Extinction Rebellion (XR), a socio-political movement is calling for London Fashion Week (LFW) to be cancelled. They plan a series of mass civil disobedience events starting September culminating in a symbolic “funeral” for the death of catwalks everywhere.

I share the sentiment, but think differently.

We are, undeniably, at a crisis point. Human beings have always exploited and degraded fellow humans, but we didn’t quite have the capacity to shamelessly exploit and degrade nature the same way until recently. This attitude is bringing us (and our entire earthly ecosystem) to the brink of extinction. This is unprecedented and does require immediate, extreme measures.

However, in my opinion cancelling major international fashion weeks is not the way forward, not yet.

The better option is to urgently redesign them and upgrade them to become hubs of what fashion needs to be, and fashion needs to be ethical and sustainable.

A creation by brand Fashion East at the Spring/Summer 2020 London Fashion Week Men’s fashion event | Photo: Niklas HALLE’N / AFP

Cancelling feels like giving up: but then what? Radical transformation implies we all have to work, together (underlined, in bold, caps and italic), to make changes.

“Together” includes multi-disciplinary, cross-platform collaboration between all main international fashion weeks across the world to avoid duplication, reduce travel and minimise their collective, burdensome impact, and looking at the smaller, local fashion weeks with a new perspective.

LFW has been a hub of creative innovation (and inspiration) since its inception.
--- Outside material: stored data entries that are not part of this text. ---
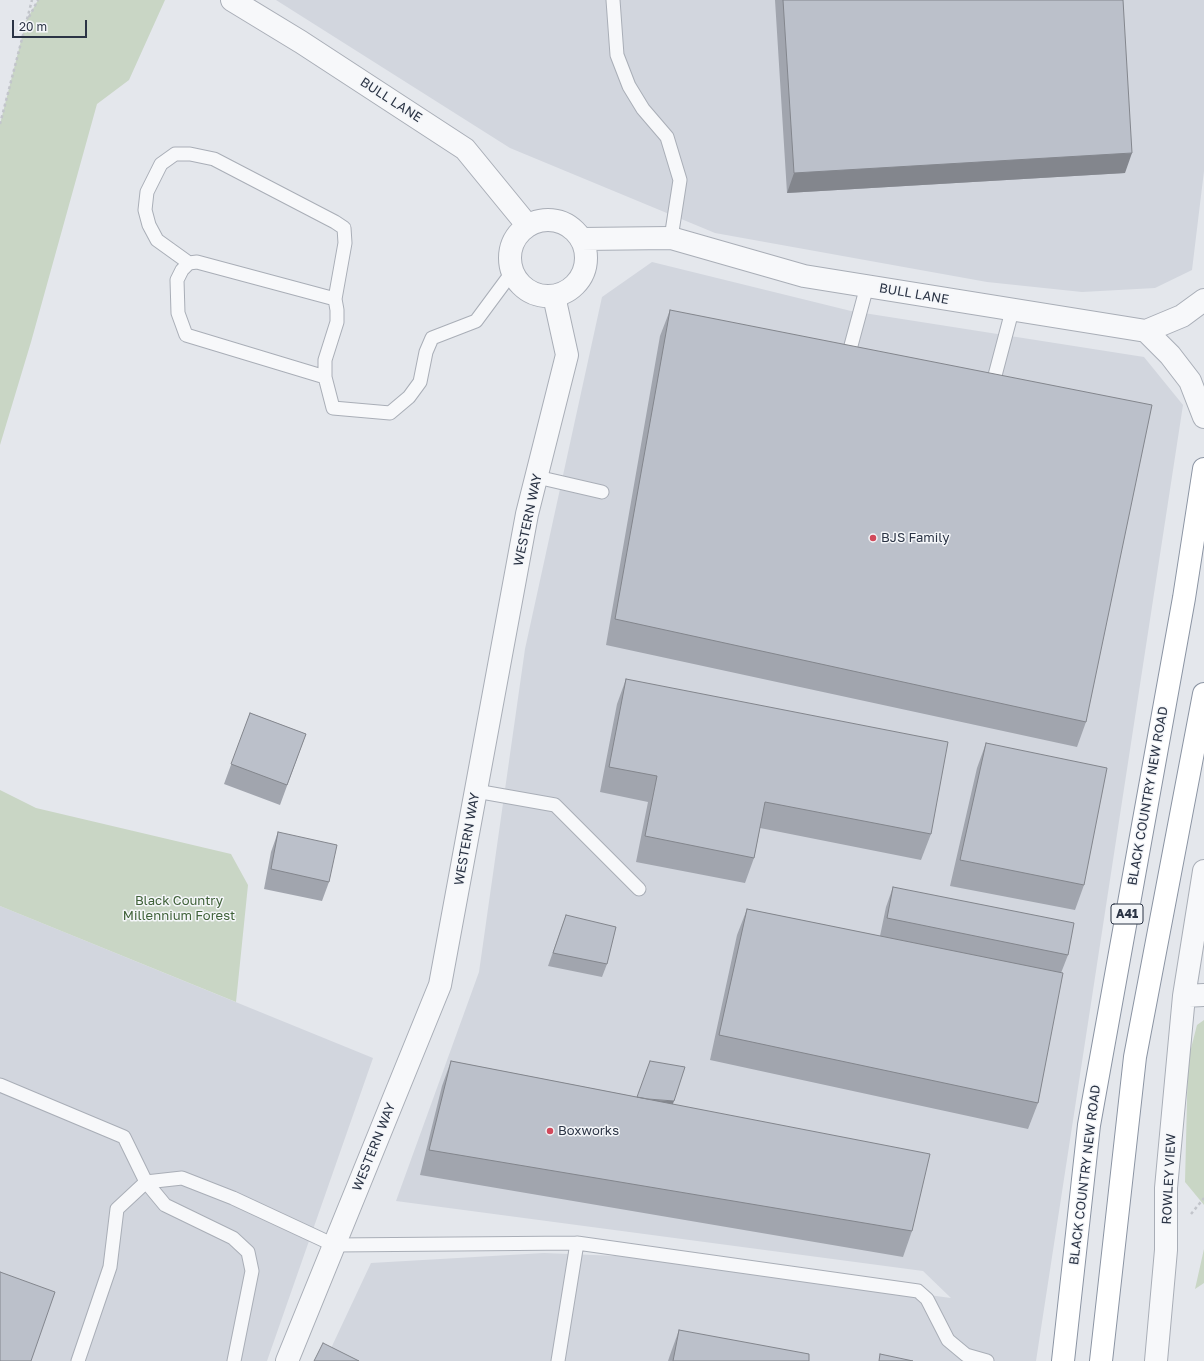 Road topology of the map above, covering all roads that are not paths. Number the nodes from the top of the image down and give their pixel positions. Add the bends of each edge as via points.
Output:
1 (232, 0) edge
2 (612, 0) edge
3 (528, 226) junction
4 (671, 238) junction
5 (581, 239) junction
6 (189, 263) junction
7 (513, 271) junction
8 (867, 286) junction
9 (554, 296) junction
10 (335, 299) junction
11 (1204, 300) edge
12 (1012, 311) junction
13 (1146, 331) junction
14 (849, 353) edge
15 (326, 377) junction
16 (993, 383) edge
17 (1204, 417) edge
18 (1204, 469) edge
19 (537, 477) junction
20 (602, 492) dead end
21 (1204, 694) edge
22 (476, 791) junction
23 (1204, 871) edge
24 (639, 889) dead end
25 (1194, 996) edge
26 (0, 1085) edge
27 (146, 1182) junction
28 (577, 1243) junction
29 (334, 1245) junction
30 (78, 1361) edge
31 (234, 1361) edge
32 (287, 1361) edge
33 (558, 1361) edge
34 (987, 1361) edge
35 (1064, 1361) edge
36 (1101, 1361) edge
37 (1156, 1361) edge

1 - 3 street, BULL LANE via 465,149
2 - 4 lane via 617,55 629,86 667,137 680,180
3 - 5 street via 539,221 551,220 563,223
3 - 7 street via 513,246
4 - 5 street, BULL LANE
4 - 8 street, BULL LANE via 804,276
5 - 9 street via 586,257 582,275 571,288
6 - 10 lane via 197,262
6 - 10 lane via 157,240 145,210 147,192 161,164 175,154 190,154 214,160 344,228 345,243
6 - 15 lane via 177,280 178,313 186,335
7 - 9 street via 519,282 529,291
7 - 15 lane via 476,321 432,338 426,352 420,382 390,413 334,408
8 - 12 street, BULL LANE
8 - 14 lane
9 - 19 street, WESTERN WAY via 566,355
10 - 15 lane via 337,322 325,360
11 - 13 street via 1182,316
12 - 13 street, BULL LANE
12 - 16 lane
13 - 17 street via 1170,355 1190,381
18 - 35 highway, BLACK COUNTRY NEW ROAD / A41 via 1184,598 1089,1125
19 - 20 lane
19 - 22 street, WESTERN WAY via 526,522
21 - 36 highway, A41 via 1135,1057
22 - 24 lane via 555,805
22 - 29 street, WESTERN WAY via 440,985
23 - 25 street, ROWLEY VIEW
25 - 37 street, ROWLEY VIEW via 1166,1188 1166,1250
26 - 27 lane via 124,1138
27 - 29 lane via 182,1178 233,1198
27 - 30 lane via 117,1209 110,1267
27 - 31 lane via 165,1205 233,1238 248,1252 252,1271
28 - 29 lane
28 - 33 lane
28 - 34 lane via 918,1291 927,1299 948,1340 966,1355
29 - 32 street, WESTERN WAY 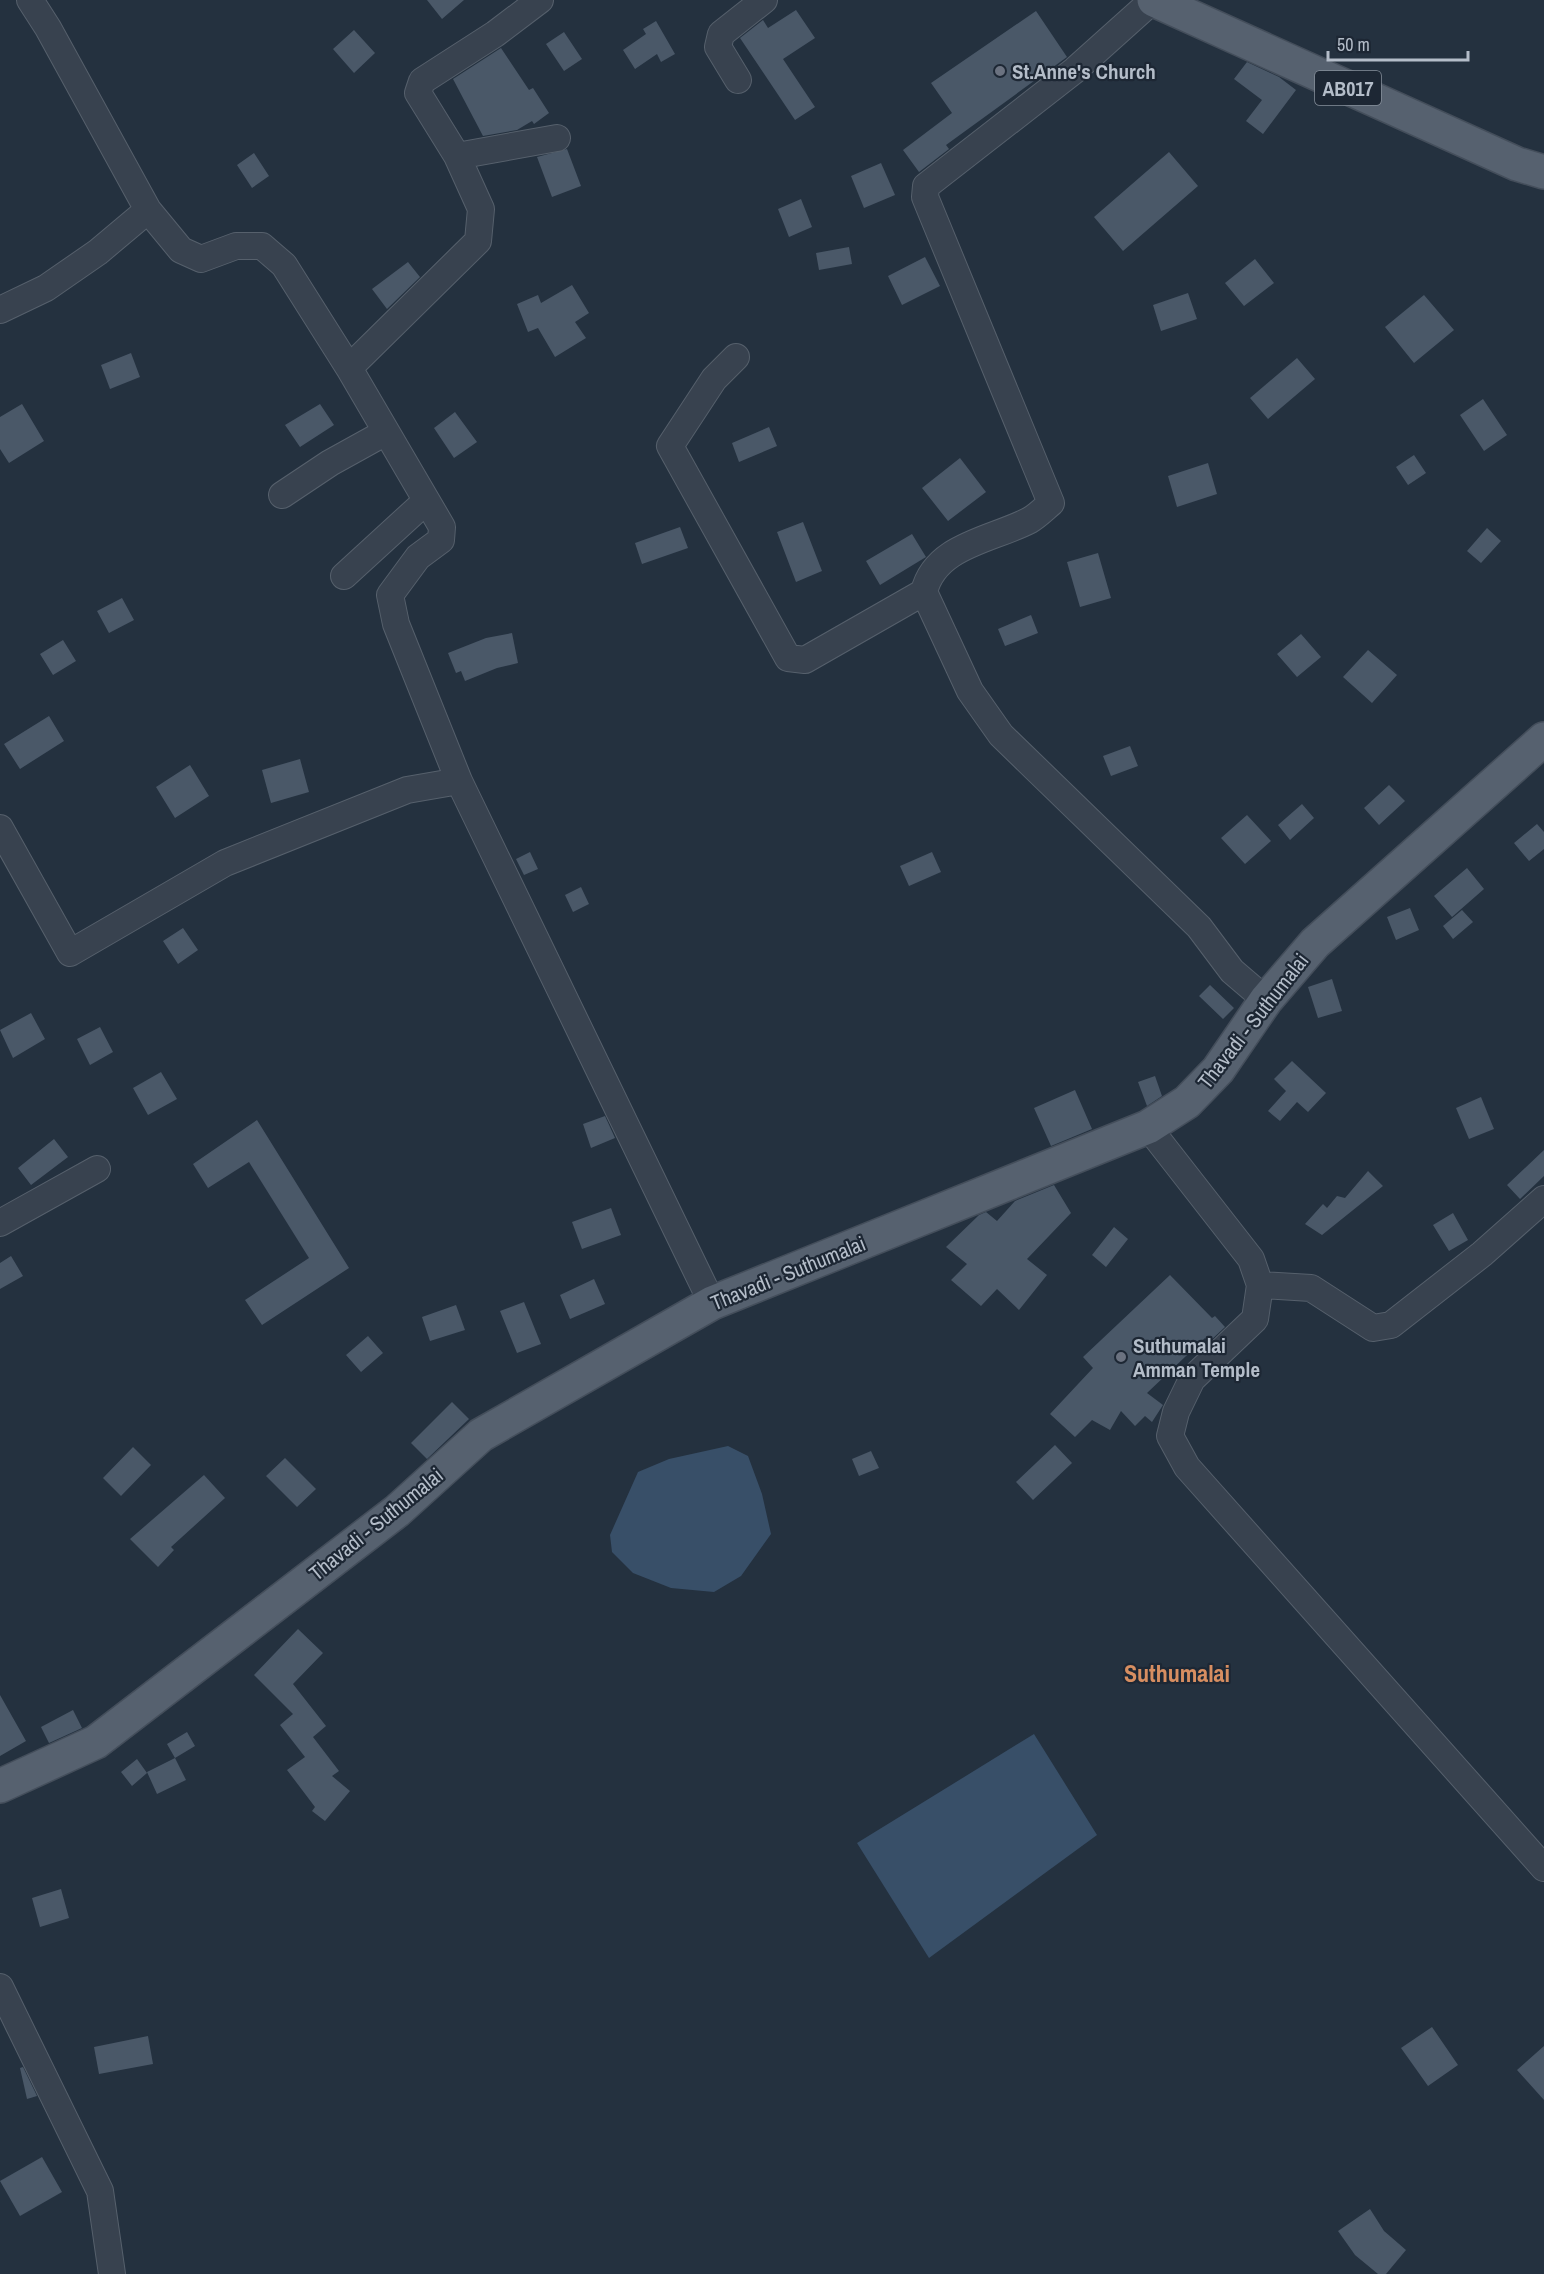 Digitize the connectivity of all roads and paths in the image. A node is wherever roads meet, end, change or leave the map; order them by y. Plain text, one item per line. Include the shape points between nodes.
1 (30, 0) edge
2 (540, 0) edge
3 (764, 0) edge
4 (1154, 0) edge
5 (738, 80) dead end
6 (557, 138) dead end
7 (457, 156) junction
8 (1544, 172) edge
9 (148, 210) junction
10 (0, 310) edge
11 (736, 357) dead end
12 (349, 368) junction
13 (386, 432) junction
14 (282, 495) dead end
15 (426, 501) junction
16 (344, 576) dead end
17 (924, 592) junction
18 (1544, 739) edge
19 (459, 781) junction
20 (0, 828) edge
21 (1266, 1000) junction
22 (1148, 1127) junction
23 (97, 1169) dead end
24 (1544, 1199) edge
25 (0, 1221) edge
26 (1260, 1285) junction
27 (712, 1303) junction
28 (0, 1786) edge
29 (1544, 1868) edge
30 (0, 1987) edge
31 (112, 2274) edge

1 - 9 street
2 - 7 street via 422,81 418,93
3 - 5 street via 721,34 718,47
4 - 8 main road, AB017 via 1517,164
4 - 17 street via 1075,70 926,186 925,197 1051,503 1031,520 954,552 928,576
6 - 7 street
7 - 12 street via 481,209 478,241
9 - 10 street via 46,288
9 - 12 street via 181,250 201,259 236,246 261,246 284,265
11 - 17 street via 714,379 670,446 788,658 805,660
12 - 13 street
13 - 14 street
13 - 15 street
15 - 16 street
15 - 19 street via 441,526 441,540 418,556 390,595 396,624
17 - 21 street via 970,691 1000,735 1199,927 1232,970
18 - 21 main road, Thavadi - Suthumalai via 1315,943
19 - 20 street via 407,790 225,863 70,952
19 - 27 street
21 - 22 main road, Thavadi - Suthumalai via 1218,1070 1187,1102
22 - 26 street via 1251,1259
22 - 27 main road, Thavadi - Suthumalai
23 - 25 street
24 - 26 street via 1482,1254 1391,1325 1372,1328 1311,1288
26 - 29 street via 1256,1319 1192,1379 1176,1412 1170,1436 1187,1467
27 - 28 main road, Thavadi - Suthumalai via 481,1435 397,1511 96,1742
30 - 31 street via 100,2191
It radically changed the way we see fashion, it launched insanely cool designers into the fashion stratosphere while simultaneously fostering, supporting and celebrating smaller, even tiny talents.

Why Estethica Mattered

Estethica, the British Fashion Council’s sustainable fashion initiative that ran at LFW from 2006 to 2014 was a pioneering example of placing both sustainable products and conversations around sustainability within the mainstream fashion panorama. I am pretty sure that had it continued (disclaimer: I was one of its founders) the conversation on the role of international fashion weeks would have been at the top if its agenda for some time now.

Estethica Review.

Estethica launched British designer Christopher Raeburn’s career and nurtured many sustainable brands that are still active today. We were regularly visited and written about by top fashion journalists, and published the incredibly successful Estethica Review which was widely considered the bible of all things sustainable at the time. I remember being as proud of our amazing designers as I was of our differentiated recycling bins and vegan canapés, in 2006.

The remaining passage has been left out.